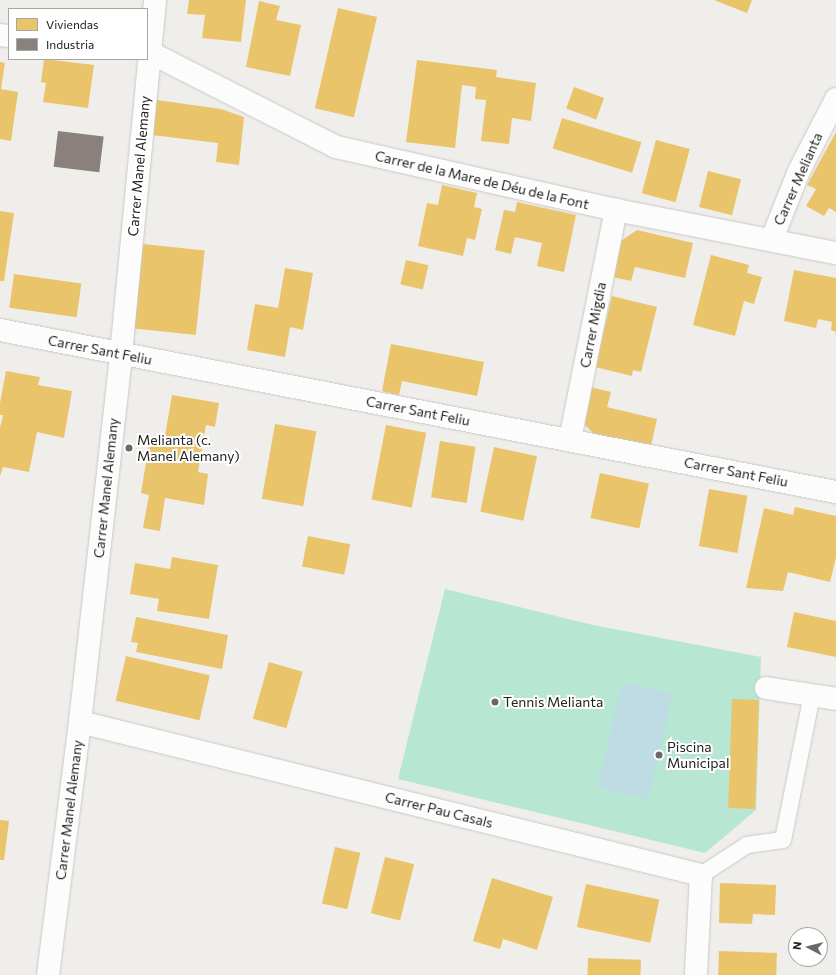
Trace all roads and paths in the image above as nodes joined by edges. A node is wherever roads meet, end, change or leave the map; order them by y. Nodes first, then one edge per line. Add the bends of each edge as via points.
1 (155, 0) edge
2 (148, 52) edge
3 (147, 60) edge
4 (836, 98) edge
5 (616, 210) junction
6 (772, 239) junction
7 (836, 253) edge
8 (0, 330) edge
9 (121, 354) junction
10 (570, 440) junction
11 (836, 492) edge
12 (766, 688) dead end
13 (812, 695) junction
14 (836, 699) edge
15 (80, 722) junction
16 (701, 875) junction
17 (48, 975) edge
18 (696, 975) edge

1 - 2 street, Carrer Manel Alemany
2 - 5 street, Carrer de la Mare de Déu de la Font via 336,147
3 - 9 street, Carrer Manel Alemany
4 - 6 street, Carrer Melianta via 799,171
5 - 6 street, Carrer de la Mare de Déu de la Font
5 - 10 street, Carrer Migdia
6 - 7 street, Carrer de la Mare de Déu de la Font
8 - 9 street, Carrer Sant Feliu
9 - 10 street, Carrer Sant Feliu
9 - 15 street, Carrer Manel Alemany
10 - 11 street, Carrer Sant Feliu
12 - 13 street
13 - 14 street
13 - 16 lane via 783,840 747,845
15 - 16 street, Carrer Pau Casals
15 - 17 street, Carrer Manel Alemany
16 - 18 street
*-*-*
### TASK DETAILS
Output the records verbatim without pictures.

### EXERCISE RESULT
Trace all roads and paths in the image above as nodes joined by edges. A node is wherever roads meet, end, change or leave the map; order them by y. Nodes first, then one edge per line. Add the bends of each edge as via points.
1 (155, 0) edge
2 (148, 52) edge
3 (147, 60) edge
4 (836, 98) edge
5 (616, 210) junction
6 (772, 239) junction
7 (836, 253) edge
8 (0, 330) edge
9 (121, 354) junction
10 (570, 440) junction
11 (836, 492) edge
12 (766, 688) dead end
13 (812, 695) junction
14 (836, 699) edge
15 (80, 722) junction
16 (701, 875) junction
17 (48, 975) edge
18 (696, 975) edge

1 - 2 street, Carrer Manel Alemany
2 - 5 street, Carrer de la Mare de Déu de la Font via 336,147
3 - 9 street, Carrer Manel Alemany
4 - 6 street, Carrer Melianta via 799,171
5 - 6 street, Carrer de la Mare de Déu de la Font
5 - 10 street, Carrer Migdia
6 - 7 street, Carrer de la Mare de Déu de la Font
8 - 9 street, Carrer Sant Feliu
9 - 10 street, Carrer Sant Feliu
9 - 15 street, Carrer Manel Alemany
10 - 11 street, Carrer Sant Feliu
12 - 13 street
13 - 14 street
13 - 16 lane via 783,840 747,845
15 - 16 street, Carrer Pau Casals
15 - 17 street, Carrer Manel Alemany
16 - 18 street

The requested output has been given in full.